The Washington Post

Q&A: Julia Brennan on preserving heirlooms

Sep 19, 2019

Julia Brennan, who has worked in textile conservation since 1985, founded Caring for Textiles in Washington in 1996. Her company provides textile treatments, display, installations and other services for museums, institutions and private clients. She frequently lectures on conservation education Her clients include George Washington's Mount Vernon, The White House Historical Association, Smithsonian National Museum of African American History and Culture and the Andy Warhol Museum. She is committed to conservation education and lectures on the care and display of textiles all over the world including Bhutan, Algeria and Thailand.

Every week, Jura Koncius helps you in your quest to achieve domestic bliss. She and weekly guests, whether Martha Stewart, Marie Kondo, the Property Brothers or Amy Astley, editor-in-chief of Architectural Digest, answer your decorating, design and decluttering questions. Jura is always happy to whip out her paint chips, track down a hard-to-find piece of furniture or offer her seasoned advice on practical living and organizing. For more than 20 years, our Thursday Q&A has been an online conversation about the best way to make your home comfortable, stylish and fun. We invite you to submit questions and share your own great tips, ideas and gripes. No problem is too big or too small.
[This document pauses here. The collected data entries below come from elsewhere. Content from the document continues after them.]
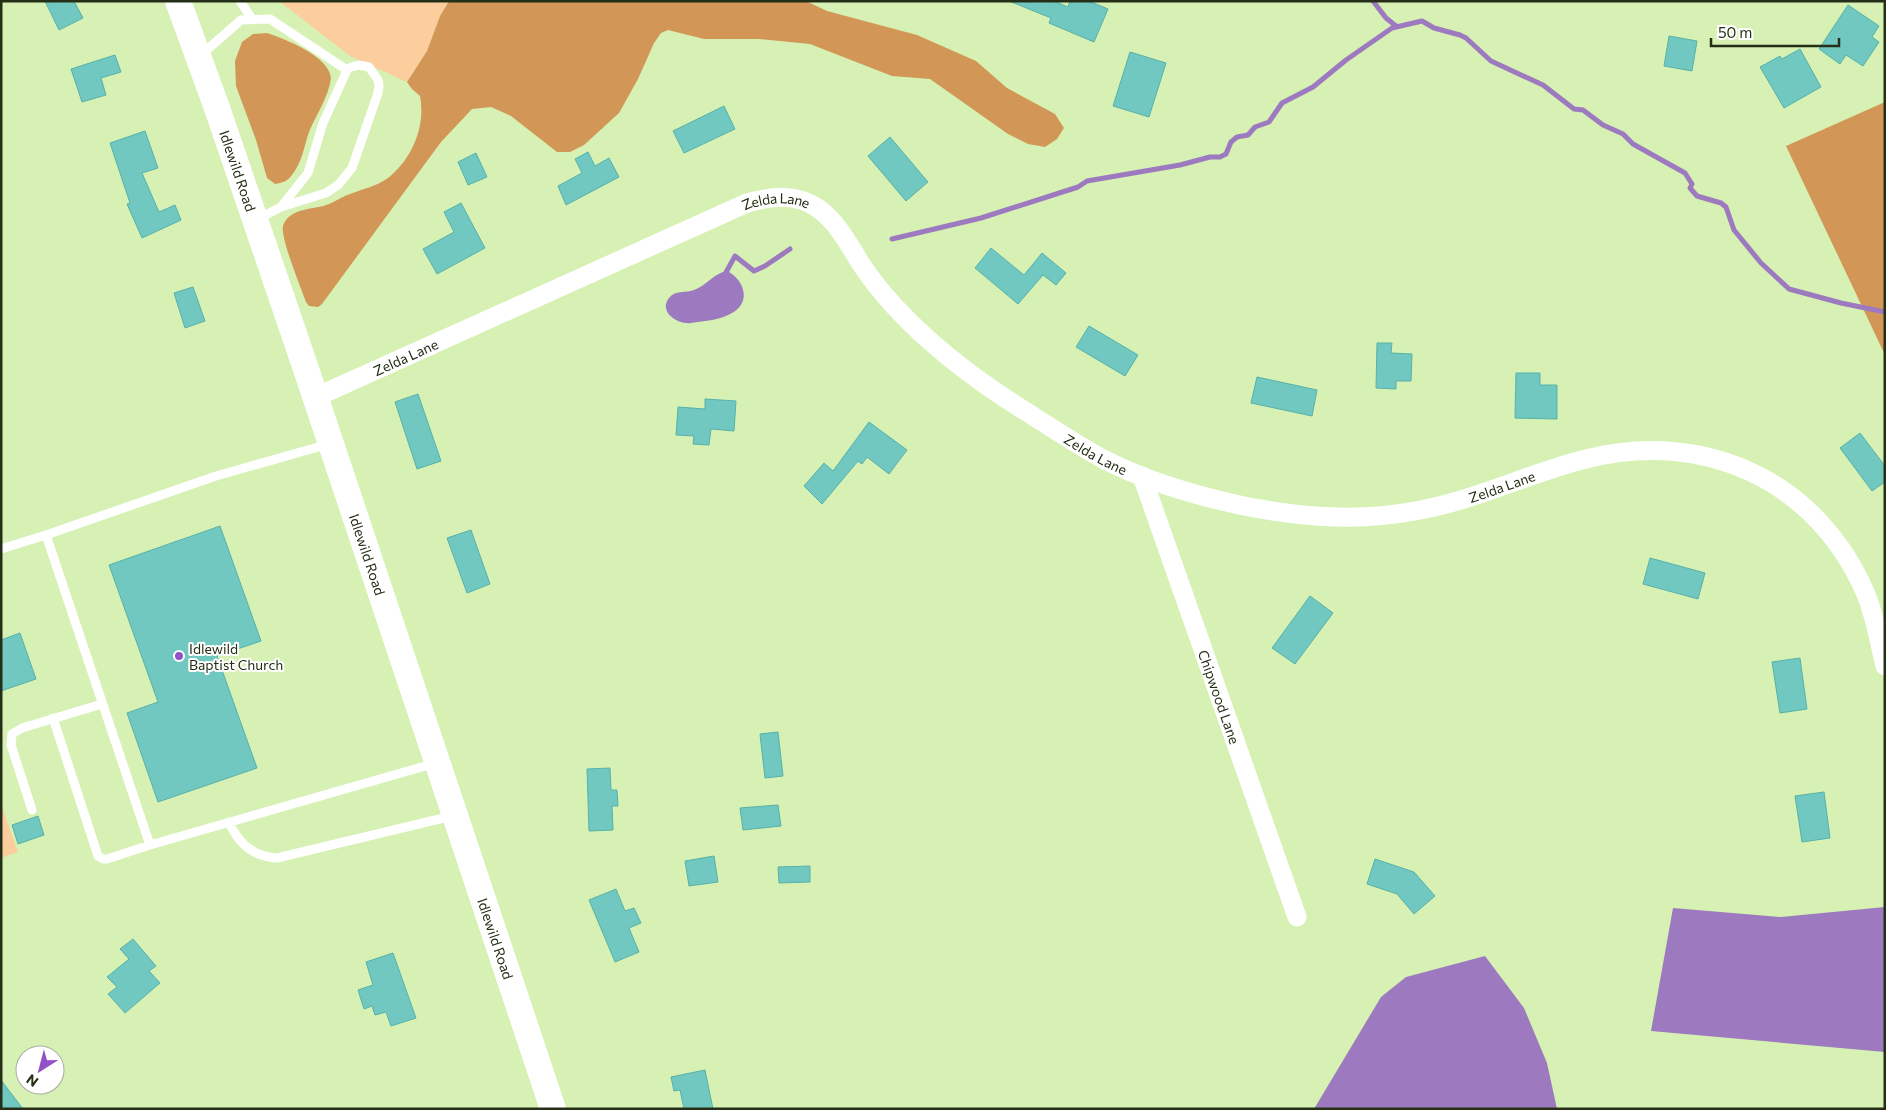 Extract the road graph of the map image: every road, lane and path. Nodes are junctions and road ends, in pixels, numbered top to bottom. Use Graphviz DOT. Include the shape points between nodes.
graph roads {
  1 [pos="178,1"];
  2 [pos="240,1"];
  3 [pos="252,19"];
  4 [pos="198,58"];
  5 [pos="346,70"];
  6 [pos="281,207"];
  7 [pos="256,220"];
  8 [pos="316,397"];
  9 [pos="331,443"];
  10 [pos="1142,476"];
  11 [pos="46,535"];
  12 [pos="1,549"];
  13 [pos="1885,666"];
  14 [pos="102,704"];
  15 [pos="53,718"];
  16 [pos="438,763"];
  17 [pos="32,810"];
  18 [pos="454,816"];
  19 [pos="229,822"];
  20 [pos="150,845"];
  21 [pos="1297,917"];
  22 [pos="554,1109"];
  1 -- 4 [label="main road, Idlewild Road"];
  2 -- 3 [label="lane"];
  3 -- 4 [label="lane" via="241,20"];
  3 -- 5 [label="lane" via="270,19"];
  4 -- 7 [label="main road, Idlewild Road"];
  5 -- 6 [label="lane" via="323,123 308,173"];
  5 -- 6 [label="lane" via="359,65 369,67 379,86 352,168 338,185 326,193"];
  6 -- 7 [label="lane"];
  7 -- 8 [label="main road, Idlewild Road"];
  8 -- 9 [label="main road, Idlewild Road"];
  8 -- 10 [label="street, Zelda Lane" via="747,203 790,197 816,207 826,215 848,240 870,277 931,342 993,391 1106,460"];
  9 -- 11 [label="lane" via="216,476"];
  9 -- 16 [label="main road, Idlewild Road"];
  10 -- 13 [label="street, Zelda Lane" via="1206,498 1279,513 1359,518 1447,504 1584,459 1616,453 1652,449 1703,455 1738,465 1771,483 1803,506 1832,536 1867,596"];
  10 -- 21 [label="street, Chipwood Lane"];
  11 -- 12 [label="lane"];
  11 -- 14 [label="lane"];
  14 -- 15 [label="lane"];
  14 -- 20 [label="lane"];
  15 -- 17 [label="lane" via="18,730 10,739"];
  15 -- 20 [label="lane" via="98,856 107,859"];
  16 -- 18 [label="main road, Idlewild Road"];
  16 -- 19 [label="lane"];
  18 -- 19 [label="lane" via="277,858 254,853 244,846"];
  18 -- 22 [label="main road, Idlewild Road"];
  19 -- 20 [label="lane"];
}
Greetings to Julia Brennan, who runs the Washington business Caring for Textiles. Julia is a conservator who has been in the business for a long time. Send in your questions now. And meanwhile, read my story on heirlooms that includes Julia and how she rescued some World War II military maps on silk right here.

Good morning - so pleased to be Jura's guest today to chat about caring for your textile treasures. 

I have some very old lace table runners that have since yellowed. Is there any method to safely whiten lace to its original color?

Cloth, lace, linens yellow and discolor with age.....just like humans. These stains and discolorations are sort of like 'age spots'. Some we just have to learn to live with. Any colored embroidery or other embellishment could bleed......The discoloration may also indicate that the fabric/fibers are weakened, and therefore any cleaning needs to be done carefully. No bleaches, harsh chemicals,  or washing machines. Just a simple flat wet cleaning with mild detergent - dry flat in sunshine for no more than 30 or 40 minutes. Sun does weaken fibers, but a short exposure will help the wet linen to brighten. 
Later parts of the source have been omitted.